Some succumbed to starvation and disease. Others were gassed. More died after cruel medical experiments. Some died from sheer exhaustion.
On Tuesday, the Justice Department announced that the woman with the pleasant smile and the German accent had been deported to Germany. She admitted she had lied on her U.S. visa application.
Her lawyer, Allison Dixon, said Rinkel never told her husband. Always, she kept quiet.
"He did not know," the lawyer said, "because all these years she was totally embarrassed."
Washington officials, however, said she offered no expression of remorse about her past and did not fight deportation.
"An affront" to survivors
The government caught up with a woman who expected, perhaps, soon to join her husband in the Eternal Home Cemetery in Colma, south of San Francisco. The double gravestone was there, with the Star of David above their names.

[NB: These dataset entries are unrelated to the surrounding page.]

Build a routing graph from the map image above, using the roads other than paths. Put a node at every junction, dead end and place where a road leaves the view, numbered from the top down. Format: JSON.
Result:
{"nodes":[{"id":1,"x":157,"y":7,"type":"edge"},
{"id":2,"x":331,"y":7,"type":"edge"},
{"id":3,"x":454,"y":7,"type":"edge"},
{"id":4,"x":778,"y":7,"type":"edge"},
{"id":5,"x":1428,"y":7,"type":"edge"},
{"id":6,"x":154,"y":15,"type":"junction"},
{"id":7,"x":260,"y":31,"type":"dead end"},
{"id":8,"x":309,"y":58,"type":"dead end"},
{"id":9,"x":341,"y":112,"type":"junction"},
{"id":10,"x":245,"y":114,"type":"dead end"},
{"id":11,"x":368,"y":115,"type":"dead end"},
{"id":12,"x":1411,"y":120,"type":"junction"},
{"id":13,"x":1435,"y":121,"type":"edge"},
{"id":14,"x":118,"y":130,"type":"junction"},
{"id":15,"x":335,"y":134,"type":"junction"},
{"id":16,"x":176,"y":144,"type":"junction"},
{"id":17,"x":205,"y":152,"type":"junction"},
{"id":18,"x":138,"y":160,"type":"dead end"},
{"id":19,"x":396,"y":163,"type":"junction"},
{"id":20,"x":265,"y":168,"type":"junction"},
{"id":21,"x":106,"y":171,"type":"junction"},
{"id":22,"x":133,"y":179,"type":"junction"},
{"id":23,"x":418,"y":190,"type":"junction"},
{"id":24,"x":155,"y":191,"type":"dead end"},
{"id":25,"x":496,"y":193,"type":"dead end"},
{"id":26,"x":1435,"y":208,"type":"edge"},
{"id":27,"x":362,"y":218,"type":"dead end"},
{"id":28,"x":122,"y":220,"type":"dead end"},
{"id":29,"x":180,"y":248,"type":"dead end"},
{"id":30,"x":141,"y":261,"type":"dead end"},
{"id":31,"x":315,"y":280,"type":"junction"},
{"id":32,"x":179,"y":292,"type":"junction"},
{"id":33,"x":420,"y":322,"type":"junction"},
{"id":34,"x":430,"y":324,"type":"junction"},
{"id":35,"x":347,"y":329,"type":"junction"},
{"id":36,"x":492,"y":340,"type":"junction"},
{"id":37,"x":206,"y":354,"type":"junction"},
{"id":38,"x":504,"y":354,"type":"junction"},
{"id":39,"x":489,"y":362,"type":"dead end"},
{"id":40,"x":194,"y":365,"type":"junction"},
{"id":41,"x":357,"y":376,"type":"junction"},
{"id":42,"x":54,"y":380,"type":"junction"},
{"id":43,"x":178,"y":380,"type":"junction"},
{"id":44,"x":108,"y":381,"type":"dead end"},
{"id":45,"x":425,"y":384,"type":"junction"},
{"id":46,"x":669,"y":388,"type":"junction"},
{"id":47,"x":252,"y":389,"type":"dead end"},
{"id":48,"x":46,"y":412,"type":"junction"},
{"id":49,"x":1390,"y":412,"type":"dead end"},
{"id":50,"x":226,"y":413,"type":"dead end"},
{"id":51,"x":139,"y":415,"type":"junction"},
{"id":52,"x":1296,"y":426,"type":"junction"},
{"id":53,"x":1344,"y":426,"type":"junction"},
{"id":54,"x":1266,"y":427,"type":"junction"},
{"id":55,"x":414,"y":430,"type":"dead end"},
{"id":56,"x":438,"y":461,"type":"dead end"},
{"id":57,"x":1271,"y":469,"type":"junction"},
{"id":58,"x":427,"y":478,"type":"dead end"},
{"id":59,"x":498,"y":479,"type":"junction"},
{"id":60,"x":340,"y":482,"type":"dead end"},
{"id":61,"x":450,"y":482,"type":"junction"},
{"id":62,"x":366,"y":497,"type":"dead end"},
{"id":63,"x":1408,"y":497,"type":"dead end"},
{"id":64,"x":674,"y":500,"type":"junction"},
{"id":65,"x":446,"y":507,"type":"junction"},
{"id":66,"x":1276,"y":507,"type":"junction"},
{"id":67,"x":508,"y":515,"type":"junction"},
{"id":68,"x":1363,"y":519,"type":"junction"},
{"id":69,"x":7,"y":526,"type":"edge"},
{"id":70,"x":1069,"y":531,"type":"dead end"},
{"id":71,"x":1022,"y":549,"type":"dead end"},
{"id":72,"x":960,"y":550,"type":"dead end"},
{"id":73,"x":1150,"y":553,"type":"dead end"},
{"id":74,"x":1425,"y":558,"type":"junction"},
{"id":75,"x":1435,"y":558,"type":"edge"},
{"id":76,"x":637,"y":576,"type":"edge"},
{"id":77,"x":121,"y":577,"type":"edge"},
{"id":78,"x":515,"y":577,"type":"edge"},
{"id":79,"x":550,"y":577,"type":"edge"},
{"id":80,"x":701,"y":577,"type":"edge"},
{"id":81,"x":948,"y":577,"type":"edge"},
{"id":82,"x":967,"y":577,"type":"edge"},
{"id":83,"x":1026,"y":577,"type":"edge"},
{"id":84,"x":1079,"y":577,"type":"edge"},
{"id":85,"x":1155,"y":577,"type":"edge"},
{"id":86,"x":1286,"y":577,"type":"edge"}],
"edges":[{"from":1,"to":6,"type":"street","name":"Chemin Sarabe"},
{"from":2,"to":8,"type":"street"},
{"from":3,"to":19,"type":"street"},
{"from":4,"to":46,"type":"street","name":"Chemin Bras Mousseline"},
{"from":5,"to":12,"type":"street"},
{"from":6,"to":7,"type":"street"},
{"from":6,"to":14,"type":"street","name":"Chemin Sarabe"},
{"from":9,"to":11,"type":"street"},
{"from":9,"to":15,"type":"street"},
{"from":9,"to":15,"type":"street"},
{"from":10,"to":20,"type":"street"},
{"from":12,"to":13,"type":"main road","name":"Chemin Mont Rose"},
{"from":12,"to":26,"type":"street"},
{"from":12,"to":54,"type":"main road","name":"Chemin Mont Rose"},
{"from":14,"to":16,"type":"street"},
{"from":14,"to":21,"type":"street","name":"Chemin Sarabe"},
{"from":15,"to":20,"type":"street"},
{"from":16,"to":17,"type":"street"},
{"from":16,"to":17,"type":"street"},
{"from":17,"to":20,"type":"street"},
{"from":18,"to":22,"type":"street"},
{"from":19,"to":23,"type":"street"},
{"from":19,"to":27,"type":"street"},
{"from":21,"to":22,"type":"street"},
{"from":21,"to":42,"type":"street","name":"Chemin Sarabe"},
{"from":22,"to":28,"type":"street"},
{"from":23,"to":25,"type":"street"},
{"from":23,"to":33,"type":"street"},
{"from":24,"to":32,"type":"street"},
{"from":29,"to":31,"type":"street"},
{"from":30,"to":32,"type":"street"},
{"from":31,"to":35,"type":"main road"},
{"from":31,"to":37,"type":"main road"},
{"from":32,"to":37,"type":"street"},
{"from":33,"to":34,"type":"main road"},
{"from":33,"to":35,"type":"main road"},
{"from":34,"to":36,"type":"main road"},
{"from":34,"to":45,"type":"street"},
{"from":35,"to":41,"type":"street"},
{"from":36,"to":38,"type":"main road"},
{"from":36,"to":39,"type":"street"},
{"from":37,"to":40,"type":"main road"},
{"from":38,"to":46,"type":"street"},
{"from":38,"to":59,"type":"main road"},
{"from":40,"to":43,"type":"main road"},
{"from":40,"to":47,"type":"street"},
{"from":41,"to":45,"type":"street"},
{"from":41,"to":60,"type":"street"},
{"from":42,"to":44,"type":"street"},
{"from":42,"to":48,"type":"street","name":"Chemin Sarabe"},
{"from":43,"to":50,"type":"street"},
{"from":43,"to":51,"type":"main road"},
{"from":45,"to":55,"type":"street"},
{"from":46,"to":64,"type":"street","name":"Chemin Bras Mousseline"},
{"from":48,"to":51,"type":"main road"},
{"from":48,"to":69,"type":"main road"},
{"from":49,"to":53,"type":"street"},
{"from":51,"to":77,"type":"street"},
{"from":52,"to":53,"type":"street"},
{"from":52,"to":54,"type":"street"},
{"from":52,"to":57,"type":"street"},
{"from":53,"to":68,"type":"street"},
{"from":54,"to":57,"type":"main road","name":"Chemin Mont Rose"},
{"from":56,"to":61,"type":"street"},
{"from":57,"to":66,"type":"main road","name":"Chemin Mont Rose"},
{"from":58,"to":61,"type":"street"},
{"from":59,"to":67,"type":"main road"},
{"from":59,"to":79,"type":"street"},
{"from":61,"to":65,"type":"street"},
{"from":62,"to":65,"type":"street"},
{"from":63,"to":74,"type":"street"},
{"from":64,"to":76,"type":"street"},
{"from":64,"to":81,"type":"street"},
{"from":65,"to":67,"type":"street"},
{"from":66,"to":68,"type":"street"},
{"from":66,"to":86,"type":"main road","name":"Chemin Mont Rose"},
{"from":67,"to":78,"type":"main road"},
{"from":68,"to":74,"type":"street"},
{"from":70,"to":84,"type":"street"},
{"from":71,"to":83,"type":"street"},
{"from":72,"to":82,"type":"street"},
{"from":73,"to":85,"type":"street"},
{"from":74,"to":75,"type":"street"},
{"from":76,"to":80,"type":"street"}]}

Instead, Rinkel will be remembered as the only woman to be caught and deported in more than 100 completed cases of Nazi persecutors who lied their way into the United States.

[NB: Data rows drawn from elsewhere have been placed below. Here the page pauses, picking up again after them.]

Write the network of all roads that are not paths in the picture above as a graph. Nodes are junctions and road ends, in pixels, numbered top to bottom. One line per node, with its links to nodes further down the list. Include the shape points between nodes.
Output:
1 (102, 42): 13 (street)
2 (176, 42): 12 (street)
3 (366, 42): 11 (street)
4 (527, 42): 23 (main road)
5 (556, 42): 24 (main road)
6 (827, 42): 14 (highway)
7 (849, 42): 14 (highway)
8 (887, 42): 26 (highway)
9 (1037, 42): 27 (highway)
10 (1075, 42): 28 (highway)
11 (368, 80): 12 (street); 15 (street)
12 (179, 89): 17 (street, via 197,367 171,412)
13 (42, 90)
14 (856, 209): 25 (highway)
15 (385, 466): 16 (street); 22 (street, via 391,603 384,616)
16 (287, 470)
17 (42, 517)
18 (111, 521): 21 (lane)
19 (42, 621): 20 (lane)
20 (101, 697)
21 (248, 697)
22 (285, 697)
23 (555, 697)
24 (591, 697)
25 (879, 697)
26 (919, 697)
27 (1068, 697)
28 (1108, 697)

Matching Ravensbrück guard rosters with U.S. immigration documents — about 70,000 names have been studied since the Office of Special Investigations (OSI) opened in 1979 — they lit on Elfriede Huth, her maiden name.
She had been born in 1922 in Leipzig, Germany. She went to Ravensbrück in 1944 and left a year later as the war ended, the site abandoned by fleeing Nazis. She married Fred William Rinkel, a German Jewish refugee from the war. In 1959, she applied for a U.S. visa but failed to include on the form her time at Ravensbrück.
Eventually, the Justice Department traced her to the five-story apartment building in lower Nob Hill near the Tenderloin.
Despite Rinkel's age, "her presence in the United States nevertheless was an affront to surviving Holocaust victims who have made new homes in this country," said OSI Director Eli Rosenbaum.
According to Rosenbaum, Rinkel said she volunteered to be a dog handler at the camp because it paid better than her factory job.
But she insisted she never used her dog as a weapon against the prisoners and claimed she never joined the Nazi Party. And she said she never applied for U.S. citizenship because she feared U.S. immigration authorities would learn of her time at Ravensbrück.
"Trying to atone"?
Dixon, her San Francisco lawyer, said her client had tried to remake her life and never thought she would be tripped up so late in her years.
"She was trying to atone for actions in the past," Dixon said. "She married a Jewish man, and she gave to Jewish charities.
"And she always believed there was a certain coercion involved in what she did at the camp. She insisted that she had zero contact with the actual prisoners, that she just walked the camp perimeter."
Knowing her fate, six months ago Rinkel quietly set about putting her affairs in order.
One task was to return once more to the mortuary, and to inform the staff that she would soon be "leaving the area." She wanted to sell back her burial plot next to her husband.
"So we took it back," said Gene Kaufman, director of the Sinai Memorial Chapel. "She was just such a pleasant-looking lady and very small. Such a nice sweet lady who seemed to have a very loving relationship with her husband."
Sometimes, Kaufman said, he would bump into the childless couple at Jewish events. Everyone seemed to know, though, that she was not Jewish, and had no other religious faith. The distinction never seemed to rise as a problem between the couple.
Yet, "sometimes it did seem like their life together was from someplace else," said Kathryn Allen-Katz, who also chatted with her at the funeral chapel. "They lived in their own little island in a not-too-good part of town and they kept to themselves."
At the apartment building on Bush Street, Gunvant Shah, who met the Rinkels in 1976, described a couple that sang German songs late at night, danced together, and sometimes fought loudly, prompting complaints from neighbors.
They lived "a modest life," Shah said, with no car, but often strolled together in the evenings, dressed elegantly. "Mr. Rinkel would hold her by the arm. They would walk together, proud and joyful."
She was given until Sept. 30 to leave the United States. She left Sept. 1. Some distant relations took her in, and she reported to the U.S. Consulate office in Frankfurt, Germany, that she was back home.